TDataServer * tdsGeyser = new TDataServer("tdsgeyser", "Database of the geyser");
tdsGeyser->fileDataRead("flowrateUniformDesign.dat");
tdsGeyser->drawPairs();

Figure II.49. Graphs of "Tufte" type between the attributes x1 and x2 of the TDataServer geyser.

Summary: 2D Graph

drawScatterplot (const char* varexp, const char* selection="", Option_t* option="")
Draw 2D graph with the number of points of attributes located in varexp on the background .
drawProfile (const char* varexp, const char* selection="", Option_t* option="")
Draw 2D graphic of the mean and standard deviation of each segment of "X" axis for the attributes contained in varexp.
Tip
The possible values of options option are:
nclass=[0-9]*
Specifies the number of segments in "X" axis .
same
Displays the 2D scatterplot below "profile".
drawTufte (const char* varexp, const char* selection="", Option_t* option="")
Draw 2D graph of the attributes located in varexp.
Tip
The possible values of options option are:
optstat
Prints the window containing statistics in each histogram
scatter
Prints the scatterplot the same way as the command drawScatterplot.
drawPairs (const char* varexp, const char* selection="", Option_t* option="")
Create the matrix of graph with the attributes located in varexp.

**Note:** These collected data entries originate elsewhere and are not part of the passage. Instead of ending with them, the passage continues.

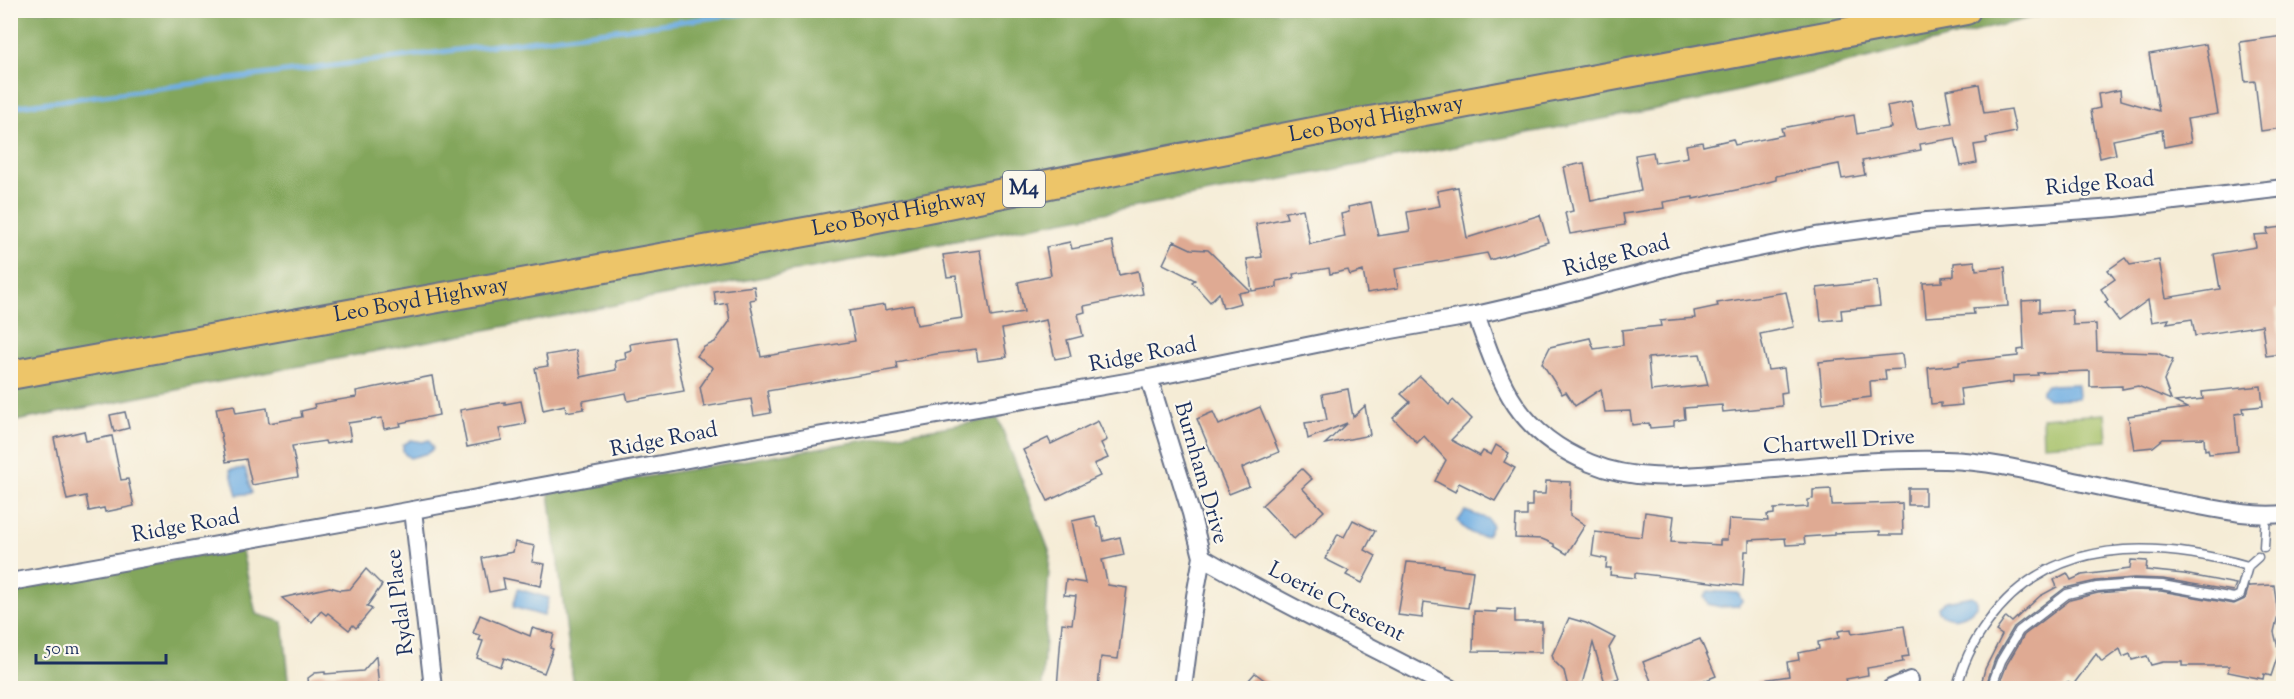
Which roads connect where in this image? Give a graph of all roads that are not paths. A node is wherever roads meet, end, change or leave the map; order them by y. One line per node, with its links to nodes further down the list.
1 (1966, 10): 4 (highway, Leo Boyd Highway / M4)
2 (2283, 188): 3 (street, Ridge Road)
3 (1476, 315): 5 (street, Ridge Road); 8 (street, Chartwell Drive)
4 (10, 375)
5 (1149, 378): 6 (street, Ridge Road); 11 (street, Burnham Drive)
6 (413, 510): 13 (street, Ridge Road); 15 (street, Rydal Place)
7 (2283, 514): 8 (street, Chartwell Drive)
8 (2266, 515): 9 (lane)
9 (2264, 547)
10 (2258, 557): 12 (lane)
11 (1202, 558): 16 (street, Burnham Drive); 17 (street, Loerie Crescent)
12 (2247, 566): 19 (lane); 20 (lane)
13 (10, 582)
14 (1910, 680): 18 (street)
15 (433, 688)
16 (1183, 688)
17 (1450, 688)
18 (1891, 688)
19 (1957, 688)
20 (1991, 688)

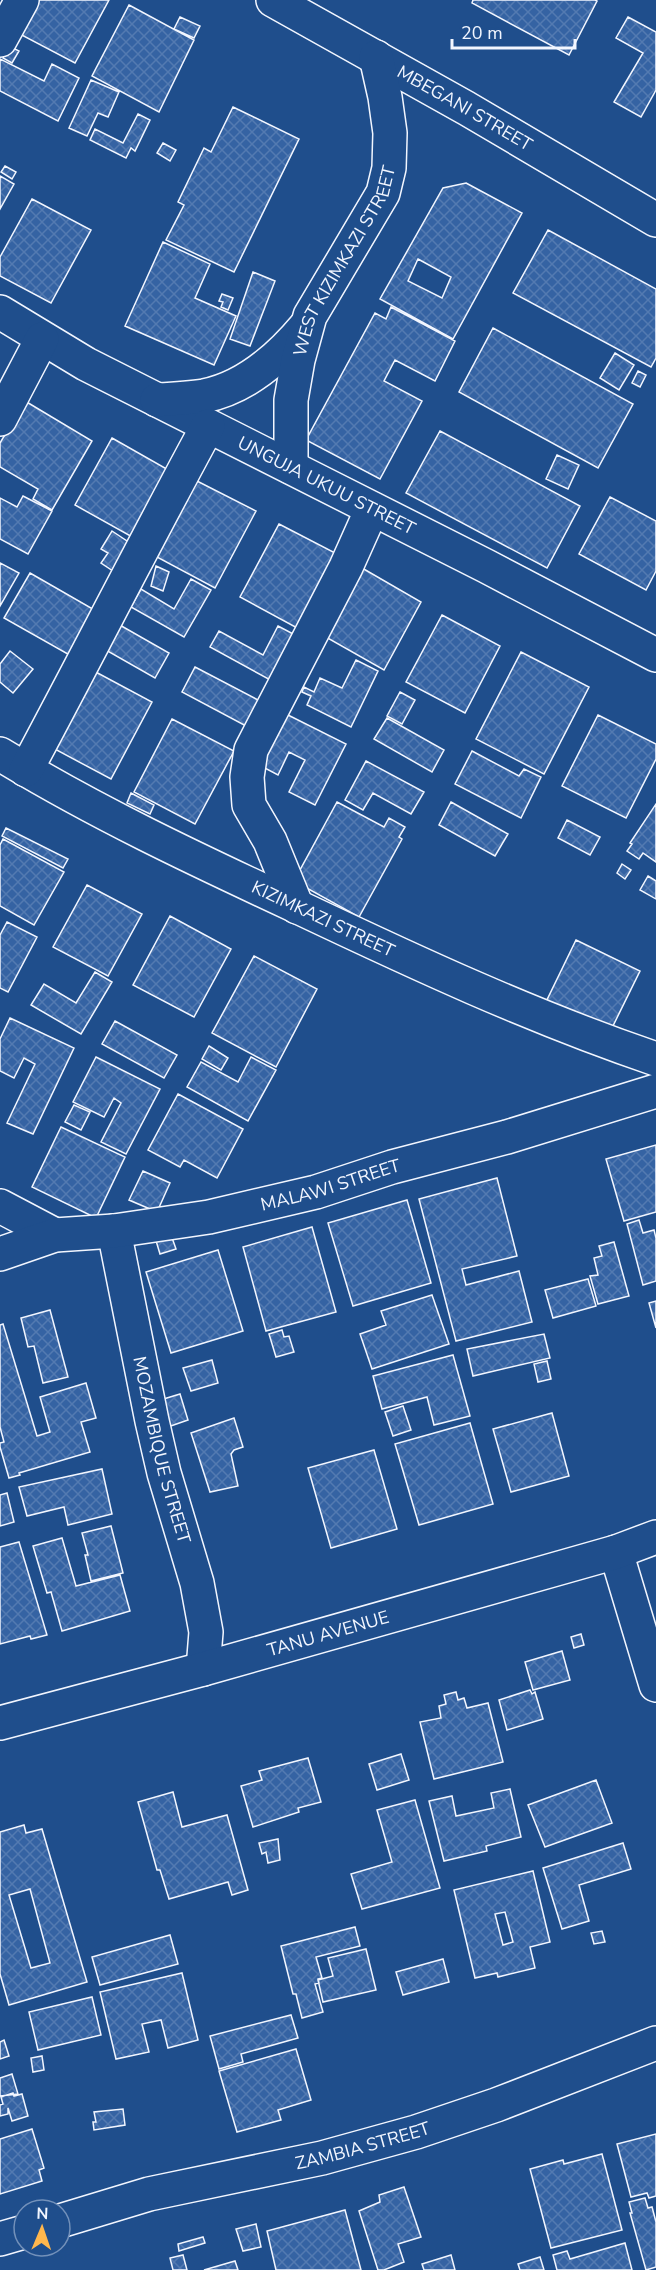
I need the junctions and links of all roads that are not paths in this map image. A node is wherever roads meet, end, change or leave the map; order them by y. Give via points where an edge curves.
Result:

It should be noticed that these functions have the same signature as the draw method of a TTree of ROOT.

Warning

For all these methods, the character varexp must contain either two attributes or a single character ":"

II.5.8. Graph "CobWeb"

For multidimensional problem, the drawPairs method is limited to spot correlation because of the way the output looks. For instance in a problem with 8 uniformly-distributed inputs and one output, one can get a graphic as the one shown in Figure II.50 (obtained with the code below). No special trend can be seen here.

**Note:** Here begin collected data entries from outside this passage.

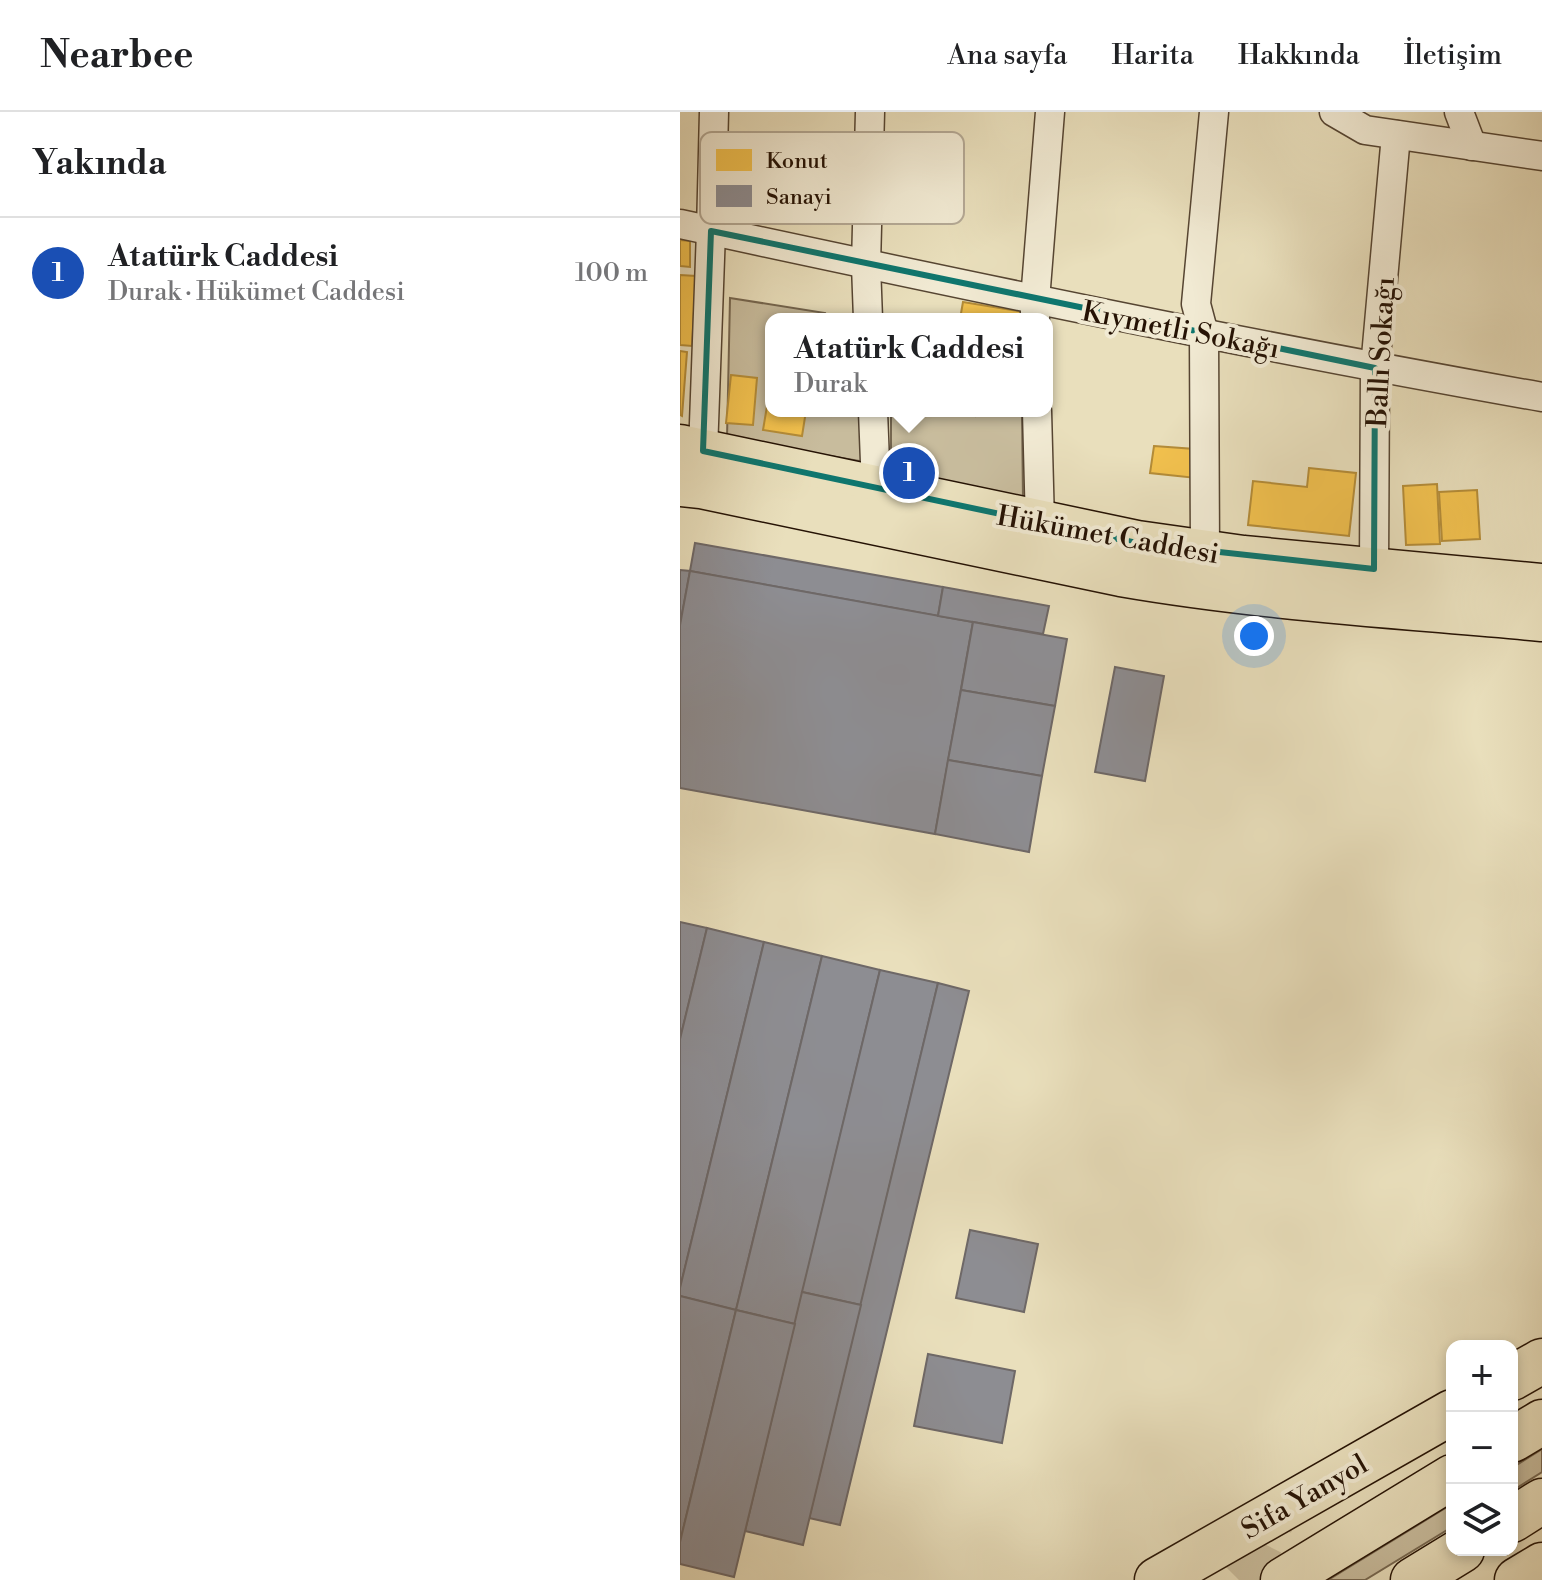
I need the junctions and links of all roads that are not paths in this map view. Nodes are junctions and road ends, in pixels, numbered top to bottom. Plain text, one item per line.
1 (714, 112) edge
2 (870, 112) edge
3 (1050, 112) edge
4 (1214, 112) edge
5 (1334, 112) edge
6 (1459, 112) edge
7 (713, 132) edge
8 (869, 132) edge
9 (1396, 135) junction
10 (1472, 146) junction
11 (1542, 156) edge
12 (680, 224) edge
13 (711, 224) edge
14 (867, 224) edge
15 (711, 231) junction
16 (866, 265) junction
17 (1035, 310) edge
18 (868, 313) edge
19 (1204, 334) junction
20 (1375, 368) junction
21 (1542, 397) edge
22 (873, 417) edge
23 (1037, 417) edge
24 (688, 461) edge
25 (876, 488) junction
26 (1040, 524) junction
27 (1205, 553) junction
28 (1374, 569) junction
29 (1542, 586) edge
30 (1542, 619) edge
31 (1542, 1361) edge
32 (1518, 1375) edge
33 (1446, 1415) edge
34 (1542, 1422) edge
35 (1518, 1436) edge
36 (1446, 1481) edge
37 (1542, 1501) edge
38 (1518, 1516) edge
39 (1452, 1556) edge
40 (1542, 1565) edge
41 (1157, 1580) edge
42 (1283, 1580) edge
43 (1413, 1580) edge
44 (1517, 1580) edge

1 - 7 street
2 - 8 street
3 - 17 street
4 - 19 street
5 - 9 street
6 - 10 street
9 - 10 street
9 - 20 street, Ballı Sokağı
10 - 11 street
12 - 15 street, Kıymetli Sokağı
13 - 15 street
14 - 16 street
15 - 16 street, Kıymetli Sokağı
15 - 24 street
16 - 17 street, Kıymetli Sokağı
16 - 18 street
17 - 19 street, Kıymetli Sokağı
19 - 20 street, Kıymetli Sokağı
19 - 27 street
20 - 21 street, Kıymetli Sokağı
20 - 28 street, Ballı Sokağı
22 - 25 street
23 - 26 street
24 - 25 main road, Hükümet Caddesi
24 - 30 main road, Hükümet Caddesi
25 - 26 main road, Hükümet Caddesi
26 - 27 main road, Hükümet Caddesi
27 - 28 main road, Hükümet Caddesi
28 - 29 main road, Hükümet Caddesi
31 - 32 main road
33 - 41 main road, Sifa Yanyol
34 - 35 main road
36 - 42 main road
37 - 38 main road
39 - 43 main road
40 - 44 main road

TDataServer * tdsCobweb = new TDataServer("tdscobweb", "Database of the cobweb");
tdsCobweb->fileDataRead("cobwebdata.dat"); // read data file
tdsCobweb->drawPairs(); // do the drawPairs graph

Figure II.50. Graphs of "drawPairs" type between the 8 uniformly-distributed inputs and the output of a given problem.

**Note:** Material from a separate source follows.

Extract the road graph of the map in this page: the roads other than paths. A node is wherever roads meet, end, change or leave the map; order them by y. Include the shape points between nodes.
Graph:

The "CobWeb" multidimensional graph, on the other hand, consists in plotting every dimension on a vertical axis and connecting all the points for a single event with a straight line. It is particularly useful to spot correlation in high-dimension problems as it is simple to highlight a certain region (by changing the colour for instance) to see if the rest of the variable are randomly distributed or not.

// Draw the cobweb plot
tdsCobweb->drawCobWeb("x0:x1:x2:x3:x4:x5:x6:x7:out"); // Draw the cobweb

// Get the parallel coordination part to perform modification
TParallelCoord* para = (TParallelCoord*)gPad->GetListOfPrimitives()->FindObject("__tdspara__1");
// Get the output axis
TParallelCoordVar* axis = (TParallelCoordVar*)para->GetVarList()->FindObject("out");

// Create a range for 0.97 < out < 1.0 and display it in blue
TParallelCoordRange* Range  = new TParallelCoordRange(axis,0.97,1.0);
axis->AddRange(Range); 
para->AddSelection("blue");
Range->Draw();

This code for instance specifies a region-of-interest in the output, when the value are greater than 0.97. A correlation is highlighted between these values and a region, for which the fourth input variable has high value while the sixth input variable values lie between 0.2 and 0.4. The result of this code is shown in Figure II.51.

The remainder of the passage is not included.